Have you ever thought to yourself "I wish I could brew coffee in a pipe"? Well it looks like now you will be able to!

https://www.briping.com/

This is the first time I have seen this instruction in a brewing recipe: "Brew with quad jet torch and stir."


----------



## MildredM (Feb 13, 2017)

Elcee said:


> Have you ever thought to yourself "I wish I could brew coffee in a pipe"?


Do you know . . . No!



> Well it looks like now you will be able to!
> 
> https://www.briping.com/
> 
> This is the first time I have seen this instruction in a brewing recipe: "Brew with quad jet torch and stir."


Well! It's a novel idea!


----------



## Jaspers (Mar 4, 2013)

It's scary that someone will buy one of these. The guy is off his rocks!!!


----------



## Glenn (Jun 14, 2008)

I'm not even going to ask how you found this...

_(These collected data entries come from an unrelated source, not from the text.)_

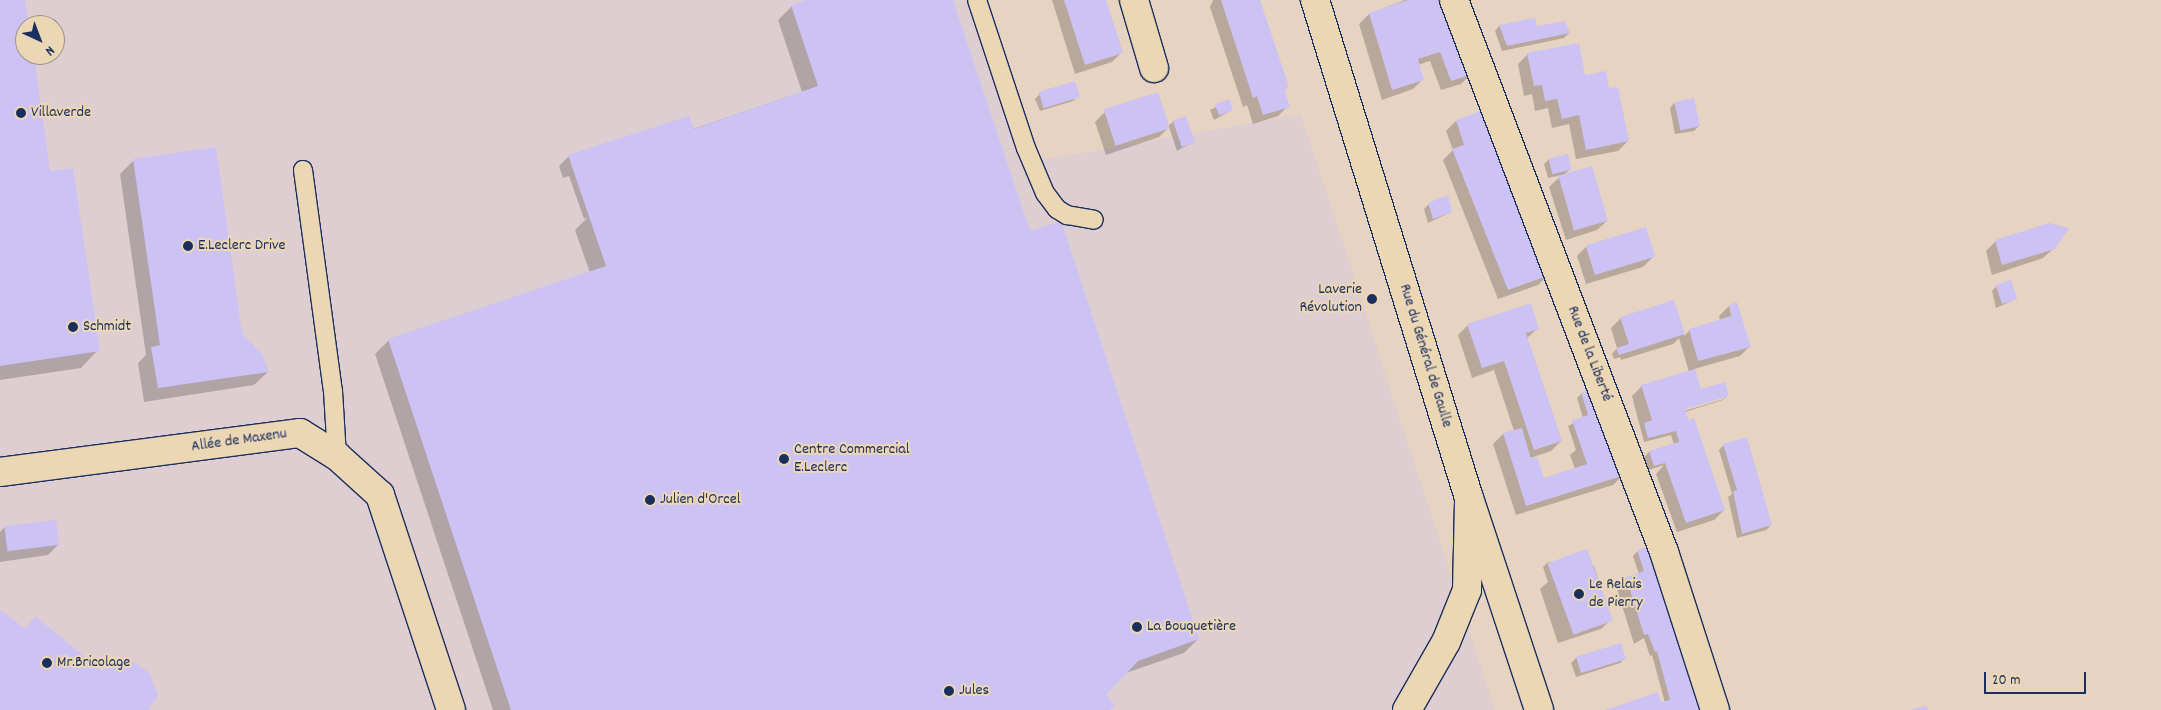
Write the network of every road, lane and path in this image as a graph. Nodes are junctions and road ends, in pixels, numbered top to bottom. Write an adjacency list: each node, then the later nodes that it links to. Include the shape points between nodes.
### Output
1 (977, 0): 7 (lane, via 1026,148 1045,193 1067,216)
2 (1134, 0): 5 (street)
3 (1314, 0): 10 (street, Rue du Général de Gaulle)
4 (1454, 0): 14 (street, Rue de la Liberté, via 1664,552)
5 (1154, 68)
6 (303, 170): 8 (lane, via 333,391)
7 (1094, 220)
8 (337, 456): 9 (street, Allée de Maxenu, via 300,433); 11 (street, Allée de Maxenu, via 380,494)
9 (0, 472)
10 (1469, 498): 12 (street, via 1467,590 1446,642); 13 (street, Rue du Général de Gaulle)
11 (451, 710)
12 (1407, 710)
13 (1539, 710)
14 (1715, 710)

Will keep an eye out for this (or the crazy dude) at Coffeefest in Portland next month.


----------



## Elcee (Feb 16, 2017)

Glenn said:


> I'm not even going to ask how you found this...
> 
> Will keep an eye out for this (or the crazy dude) at Coffeefest in Portland next month.


Found it on Reddit







. I honestly thought it was a joke.


----------



## Phobic (Aug 17, 2016)

Elcee said:


> Found it on Reddit
> 
> 
> 
> ...


it's not?!


----------



## Drewster (Dec 1, 2013)

WOW...Just WOW!!

..... but I can blow bubbles if I want!!!!


----------



## MildredM (Feb 13, 2017)

We may jest but having had a quick look at their FB page (I know . . . ) they have made a go of it - a smart Bripe logo-d pick-up truck, lots of camping pics and plenty of followers. Good for them! (Even though it still doesn't appeal to me!)


----------



## Phobic (Aug 17, 2016)

5% of americans will buy anything, I think it's more like 55% for stoners


----------



## Obnic (Jan 14, 2014)

Isn't this just plagiarizing a matte tea brewer?


----------



## Olliehulla (Feb 26, 2013)

a coffee crack pipe ! nice !


----------



## gwing (Jul 17, 2017)

Well, it's compact, simple and seems pretty well suited for outdoors use. I'd venture to guess the coffee it produces is a lot better than 99% of that consumed on campsites so, really, not such a bad idea.


----------